The end-blown flute (also called an edge-blown flute or rim-blown flute) is a woodwind instrument played by directing an airstream against the sharp edge of the upper end of a tube. Unlike a recorder or tin whistle, there is not a ducted flue voicing, also known as a fipple. Most rim-blown flutes are "oblique" flutes, being played at an angle to the body's vertical axis. A notched flute is an end-blown flute with a notch on the blowing surface. A lip-valley flute is a type of notched flute.

End-blown flutes are widespread in folk music and art music. In Europe, the Russians have the svirel, attested from at least the 11th century. In the Middle East and Mediterranean the ney is frequently used, constructed from reed. Depictions of early versions of the ney can be found in wall paintings in ancient Egyptian tombs, indicating that it is one of the oldest musical instruments in continuous use. Several ancient Persian artworks depict the use of the ney.

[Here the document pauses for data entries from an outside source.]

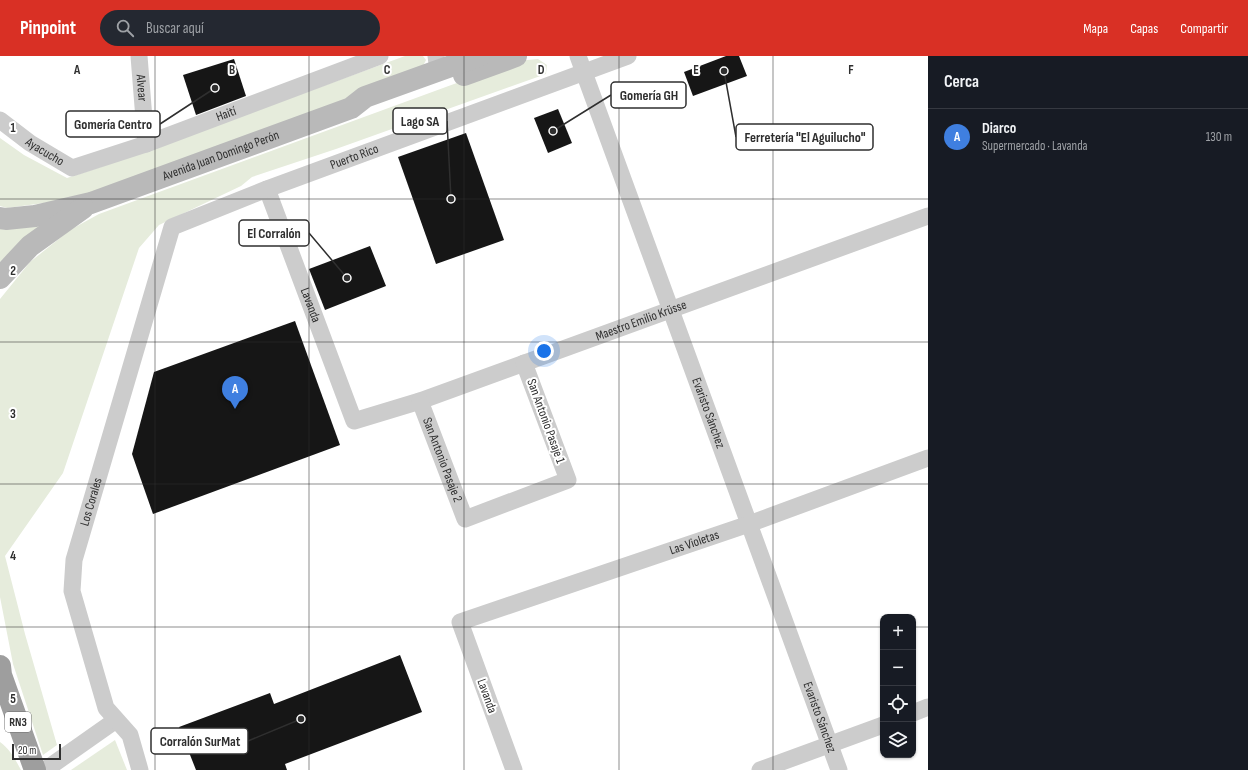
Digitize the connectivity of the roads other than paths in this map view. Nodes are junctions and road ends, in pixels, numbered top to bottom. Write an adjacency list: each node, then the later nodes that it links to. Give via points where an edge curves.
1 (139, 56): 11 (street, Alvear)
2 (380, 56): 11 (street, Haití)
3 (479, 56): 7 (main road, Avenida Juan Domingo Perón)
4 (516, 56): 9 (main road, Avenida Juan Domingo Perón, via 369,109)
5 (578, 56): 8 (street, Evaristo Sánchez)
6 (628, 56): 8 (street, Puerto Rico)
7 (437, 63): 9 (main road, Avenida Juan Domingo Perón, via 365,97)
8 (584, 72): 13 (street, Puerto Rico); 19 (street, Evaristo Sánchez)
9 (351, 108): 14 (main road, Avenida Juan Domingo Perón)
10 (0, 120): 12 (street, Ayacucho, via 30,143)
11 (146, 144): 12 (street, Haití)
12 (72, 168)
13 (267, 189): 17 (street, Puerto Rico); 22 (street, Lavanda)
14 (91, 203): 16 (main road, Avenida Juan Domingo Perón, via 35,216); 18 (main road, Avenida Juan Domingo Perón, via 30,246)
15 (928, 216): 19 (street, Maestro Emilio Krüsse)
16 (0, 218)
17 (172, 227): 30 (street, Los Corales, via 74,560 72,591 106,708)
18 (0, 278)
19 (670, 309): 20 (street, Maestro Emilio Krüsse); 25 (street, Evaristo Sánchez)
20 (524, 362): 21 (street, Maestro Emilio Krüsse); 24 (street, San Antonio Pasaje 1, via 568,480)
21 (420, 401): 22 (street, Maestro Emilio Krüsse); 24 (street, San Antonio Pasaje 2)
22 (354, 421)
23 (928, 458): 25 (street, Las Violetas)
24 (465, 519)
25 (749, 524): 26 (street, Las Violetas); 32 (street, Evaristo Sánchez)
26 (460, 622): 36 (street, Lavanda)
27 (0, 671): 33 (highway, RN3)
28 (928, 707): 29 (street)
29 (916, 712)
30 (116, 720): 34 (street); 35 (street, Los Corales, via 130,735)
31 (880, 725): 32 (street)
32 (830, 745): 37 (street); 38 (street, Evaristo Sánchez)
33 (35, 770)
34 (45, 770)
35 (140, 770)
36 (514, 770)
37 (760, 770)
38 (839, 770)

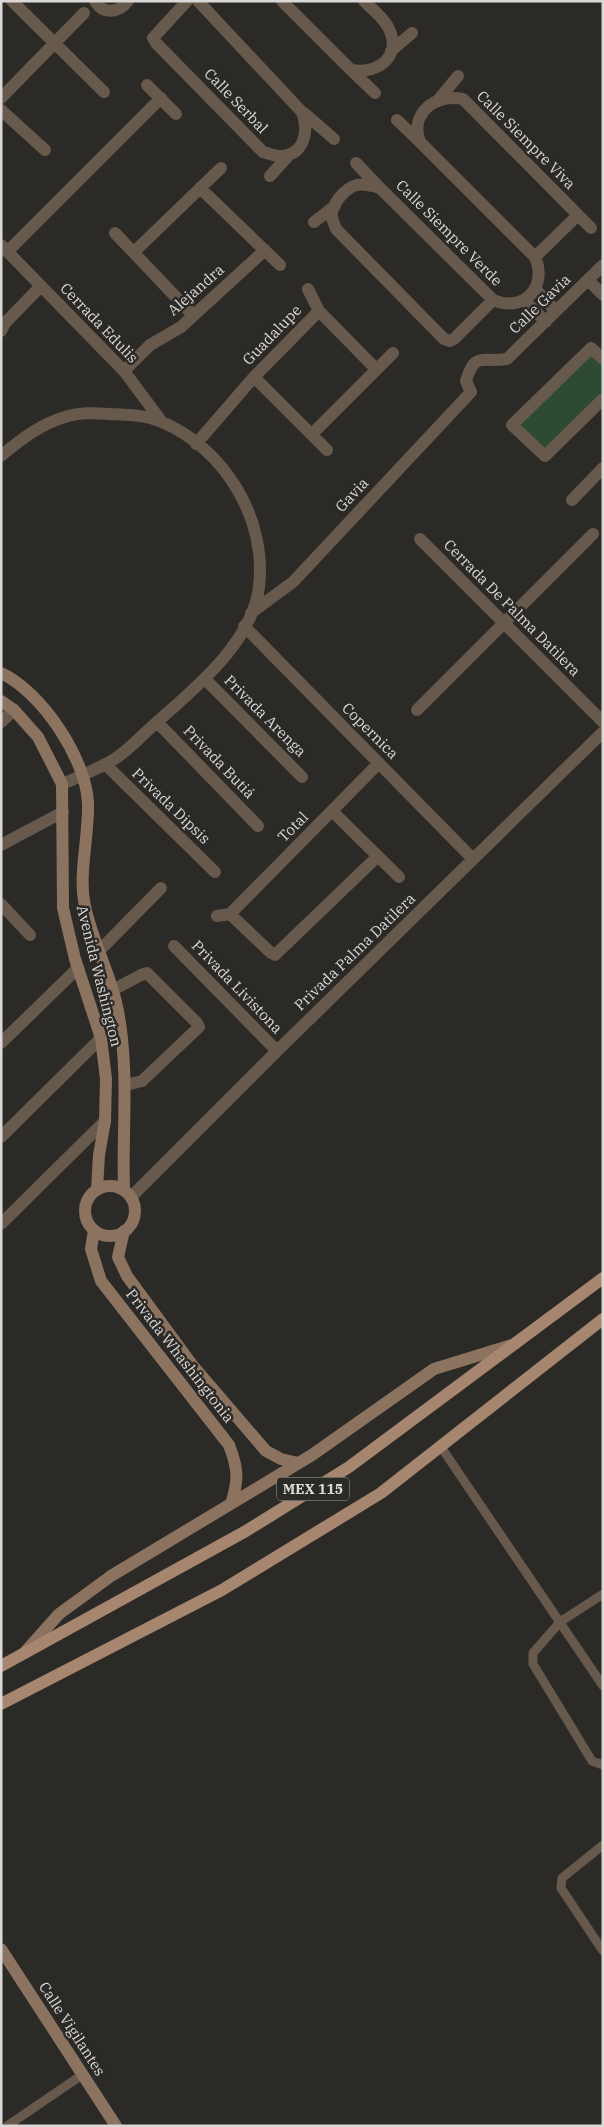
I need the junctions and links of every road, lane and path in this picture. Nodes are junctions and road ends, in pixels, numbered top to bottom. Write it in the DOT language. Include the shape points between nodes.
graph roads {
  1 [pos="12,1"];
  2 [pos="94,1"];
  3 [pos="128,1"];
  4 [pos="187,1"];
  5 [pos="198,1"];
  6 [pos="282,1"];
  7 [pos="364,1"];
  8 [pos="84,13"];
  9 [pos="412,33"];
  10 [pos="55,43"];
  11 [pos="388,57"];
  12 [pos="351,70"];
  13 [pos="458,76"];
  14 [pos="147,85"];
  15 [pos="104,92"];
  16 [pos="375,93"];
  17 [pos="1,98"];
  18 [pos="161,98"];
  19 [pos="439,99"];
  20 [pos="1,110"];
  21 [pos="302,112"];
  22 [pos="176,114"];
  23 [pos="397,120"];
  24 [pos="334,139"];
  25 [pos="420,142"];
  26 [pos="45,150"];
  27 [pos="290,154"];
  28 [pos="356,163"];
  29 [pos="221,168"];
  30 [pos="270,176"];
  31 [pos="200,188"];
  32 [pos="380,188"];
  33 [pos="334,206"];
  34 [pos="578,215"];
  35 [pos="314,222"];
  36 [pos="591,228"];
  37 [pos="115,233"];
  38 [pos="4,248"];
  39 [pos="265,250"];
  40 [pos="134,252"];
  41 [pos="535,257"];
  42 [pos="280,265"];
  43 [pos="603,265"];
  44 [pos="588,280"];
  45 [pos="41,286"];
  46 [pos="308,289"];
  47 [pos="530,295"];
  48 [pos="603,295"];
  49 [pos="493,300"];
  50 [pos="319,311"];
  51 [pos="556,311"];
  52 [pos="194,315"];
  53 [pos="546,322"];
  54 [pos="1,331"];
  55 [pos="393,352"];
  56 [pos="603,359"];
  57 [pos="376,369"];
  58 [pos="124,371"];
  59 [pos="254,377"];
  60 [pos="471,392"];
  61 [pos="603,399"];
  62 [pos="162,422"];
  63 [pos="312,434"];
  64 [pos="196,444"];
  65 [pos="326,450"];
  66 [pos="1,456"];
  67 [pos="603,468"];
  68 [pos="572,500"];
  69 [pos="593,534"];
  70 [pos="420,539"];
  71 [pos="252,613"];
  72 [pos="504,623"];
  73 [pos="244,626"];
  74 [pos="1,673"];
  75 [pos="205,679"];
  76 [pos="1,701"];
  77 [pos="14,710"];
  78 [pos="417,710"];
  79 [pos="1,722"];
  80 [pos="157,722"];
  81 [pos="603,722"];
  82 [pos="603,732"];
  83 [pos="379,763"];
  84 [pos="105,764"];
  85 [pos="83,775"];
  86 [pos="302,777"];
  87 [pos="62,784"];
  88 [pos="332,811"];
  89 [pos="62,812"];
  90 [pos="258,826"];
  91 [pos="1,845"];
  92 [pos="378,856"];
  93 [pos="473,859"];
  94 [pos="215,872"];
  95 [pos="400,877"];
  96 [pos="161,888"];
  97 [pos="1,904"];
  98 [pos="30,935"];
  99 [pos="174,946"];
  100 [pos="99,951"];
  101 [pos="78,968"];
  102 [pos="112,991"];
  103 [pos="101,1038"];
  104 [pos="1,1043"];
  105 [pos="277,1051"];
  106 [pos="126,1085"];
  107 [pos="105,1121"];
  108 [pos="1,1137"];
  109 [pos="97,1189"];
  110 [pos="128,1194"];
  111 [pos="1,1224"];
  112 [pos="94,1230"];
  113 [pos="124,1231"];
  114 [pos="603,1278"];
  115 [pos="603,1319"];
  116 [pos="512,1345"];
  117 [pos="441,1447"];
  118 [pos="298,1463"];
  119 [pos="231,1504"];
  120 [pos="603,1594"];
  121 [pos="560,1622"];
  122 [pos="26,1652"];
  123 [pos="1,1666"];
  124 [pos="603,1686"];
  125 [pos="1,1704"];
  126 [pos="603,1765"];
  127 [pos="603,1845"];
  128 [pos="1,1949"];
  129 [pos="603,1951"];
  130 [pos="82,2075"];
  131 [pos="7,2126"];
  132 [pos="116,2126"];
  1 -- 10 [label="street"];
  2 -- 3 [label="street" via="109,11 122,7"];
  4 -- 27 [label="street, Calle Serbal" via="153,38 263,152 278,156"];
  5 -- 21 [label="street"];
  6 -- 12 [label="street"];
  7 -- 11 [label="street" via="388,25 392,36"];
  8 -- 10 [label="street"];
  9 -- 11 [label="street"];
  10 -- 15 [label="street"];
  10 -- 17 [label="street"];
  11 -- 12 [label="street" via="378,68 364,72"];
  12 -- 16 [label="street"];
  13 -- 19 [label="street"];
  14 -- 18 [label="street"];
  18 -- 22 [label="street"];
  18 -- 38 [label="street, Cerrada Edulis"];
  19 -- 25 [label="street" via="421,114 417,129"];
  19 -- 34 [label="street, Calle Siempre Viva" via="463,99"];
  20 -- 26 [label="street"];
  21 -- 24 [label="street"];
  21 -- 27 [label="street" via="307,124 306,137"];
  23 -- 25 [label="street"];
  25 -- 41 [label="street"];
  27 -- 30 [label="street"];
  28 -- 32 [label="street, Calle Siempre Verde"];
  29 -- 31 [label="street"];
  31 -- 39 [label="street"];
  31 -- 40 [label="street"];
  32 -- 33 [label="street, Calle Siempre Verde" via="356,185 342,194"];
  32 -- 49 [label="street, Calle Siempre Verde"];
  33 -- 35 [label="street, Calle Siempre Verde"];
  33 -- 49 [label="street" via="332,217 336,229 444,339 450,341"];
  34 -- 36 [label="street, Calle Siempre Viva"];
  34 -- 41 [label="street"];
  37 -- 40 [label="street"];
  38 -- 45 [label="street, Cerrada Edulis"];
  39 -- 42 [label="street"];
  39 -- 52 [label="street, Alejandra"];
  40 -- 52 [label="street"];
  41 -- 47 [label="street" via="539,274"];
  43 -- 44 [label="street, Calle Gavia"];
  44 -- 48 [label="street"];
  44 -- 51 [label="street, Calle Gavia"];
  45 -- 54 [label="street"];
  45 -- 58 [label="street, Cerrada Edulis"];
  46 -- 50 [label="street"];
  47 -- 49 [label="street, Calle Siempre Verde" via="508,304"];
  47 -- 51 [label="street"];
  47 -- 53 [label="street"];
  50 -- 57 [label="street, Guadalupe"];
  50 -- 59 [label="street, Guadalupe"];
  51 -- 53 [label="street, Calle Gavia"];
  52 -- 58 [label="street, Alejandra" via="181,327 150,345"];
  53 -- 60 [label="street, Calle Gavia" via="507,359 482,358 470,366 466,381"];
  55 -- 57 [label="street"];
  56 -- 61 [label="street" via="592,348 512,425 544,456"];
  57 -- 63 [label="street"];
  58 -- 62 [label="street, Cerrada Edulis"];
  59 -- 63 [label="street"];
  59 -- 64 [label="street, Guadalupe"];
  60 -- 71 [label="street, Gavia" via="293,582"];
  62 -- 64 [label="street"];
  62 -- 66 [label="street" via="88,412 66,416 41,427"];
  63 -- 65 [label="street"];
  64 -- 71 [label="street" via="222,467 238,488 248,511 256,536 258,561 259,588"];
  67 -- 68 [label="street"];
  69 -- 72 [label="street"];
  70 -- 72 [label="street, Cerrada De Palma Datilera"];
  71 -- 73 [label="street"];
  72 -- 78 [label="street"];
  72 -- 81 [label="street, Cerrada De Palma Datilera"];
  73 -- 75 [label="street" via="226,656"];
  73 -- 83 [label="street, Copernica"];
  74 -- 85 [label="main road, Avenida Washington" via="44,708 66,738"];
  75 -- 80 [label="street"];
  75 -- 86 [label="street, Privada Arenga"];
  76 -- 77 [label="main road, Avenida Washington"];
  77 -- 79 [label="street"];
  77 -- 87 [label="main road, Avenida Washington" via="38,738"];
  80 -- 84 [label="street"];
  80 -- 90 [label="street, Privada Butiá"];
  82 -- 93 [label="street, Privada Palma Datilera"];
  83 -- 88 [label="street, Total"];
  83 -- 93 [label="street, Copernica"];
  84 -- 85 [label="street"];
  84 -- 94 [label="street, Privada Dipsis"];
  85 -- 87 [label="street"];
  85 -- 100 [label="main road, Avenida Washington" via="88,802 82,892"];
  87 -- 89 [label="main road, Avenida Washington"];
  88 -- 92 [label="street"];
  88 -- 92 [label="street, Total" via="224,915 276,955"];
  89 -- 91 [label="street"];
  89 -- 101 [label="main road, Avenida Washington" via="64,908"];
  92 -- 95 [label="street"];
  93 -- 105 [label="street, Privada Palma Datilera"];
  96 -- 100 [label="street"];
  97 -- 98 [label="street"];
  99 -- 105 [label="street, Privada Livistona"];
  100 -- 102 [label="main road, Avenida Washington"];
  101 -- 103 [label="main road, Avenida Washington"];
  101 -- 104 [label="street"];
  102 -- 106 [label="main road, Avenida Washington" via="119,1015"];
  102 -- 106 [label="street" via="147,973 198,1027 142,1081"];
  103 -- 107 [label="main road, Avenida Washington" via="106,1079"];
  103 -- 108 [label="street"];
  105 -- 110 [label="street, Privada Palma Datilera"];
  106 -- 110 [label="main road, Avenida Washington"];
  107 -- 109 [label="main road, Avenida Washington"];
  107 -- 111 [label="street"];
  109 -- 110 [label="main road" via="111,1186"];
  109 -- 112 [label="main road" via="85,1209"];
  110 -- 113 [label="main road" via="135,1206 134,1216"];
  112 -- 113 [label="main road" via="109,1236"];
  112 -- 119 [label="main road, Privada Whashingtonia" via="91,1249 101,1281 229,1444 236,1464 237,1484"];
  113 -- 118 [label="main road, Privada Whashingtonia" via="118,1257 127,1276 172,1337 266,1451"];
  114 -- 116 [label="main road, MEX 115"];
  115 -- 117 [label="main road, MEX 115"];
  116 -- 118 [label="main road" via="434,1368"];
  116 -- 122 [label="main road, MEX 115" via="349,1467 238,1536"];
  117 -- 121 [label="lane"];
  117 -- 125 [label="main road, MEX 115" via="382,1493 222,1590"];
  118 -- 119 [label="main road"];
  119 -- 122 [label="main road" via="111,1576 59,1614"];
  120 -- 121 [label="lane"];
  121 -- 124 [label="lane"];
  121 -- 126 [label="lane" via="533,1654 533,1664 592,1761"];
  122 -- 123 [label="main road, MEX 115"];
  127 -- 129 [label="lane" via="562,1878 561,1888"];
  128 -- 130 [label="main road, Calle Vigilantes"];
  130 -- 131 [label="lane"];
  130 -- 132 [label="main road, Calle Vigilantes"];
}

The Persian ney has six finger holes, is blown with a specific technique that is found in a couple other occurrence by creating a flow of air between the tongue and the upper teeth while keeping the blowing end under the upper lip. Modern instruments often use a piece of plastic rolled in a tube to protect the instrument, older instrument could use copper.

The Arabic nay and the Turkish ney are played differently, outside the mouth, blowing the air towards the circumference of the mouth end, and feature seven finger holes - both are played in the same fashion but the Turkish version has an added horn or wood mouthpiece to facilitate the technique.

In Turkey the ney and kaval are both end-blown, although one type of Turkish kaval (dilli kaval) has a fipple. The kaval is also played throughout the Balkan countries of Bulgaria, Albania, Serbia, North Macedonia, and elsewhere. The Turkish ney plays a prominent role in classical Turkish music and Mevlevi (Sufi) music.

China has the xiao, Japan has the shakuhachi and Korea has the danso and tongso. People of the Andes play the quena, the Hopi and their predecessors the Ancestral Puebloans of the American southwest have and had a lain-ah flute using techniques similar to the neys (both Arabic and Persian). The washint is an East African flute. Panpipes are rim-blown in the same fashion with their lower ends stopped, bound together in a row or "raft".

In Polynesia, the Māori of New Zealand play a number of end-blown flutes with the oblique method, including the kōauau, the ngūru and the pūtõrino.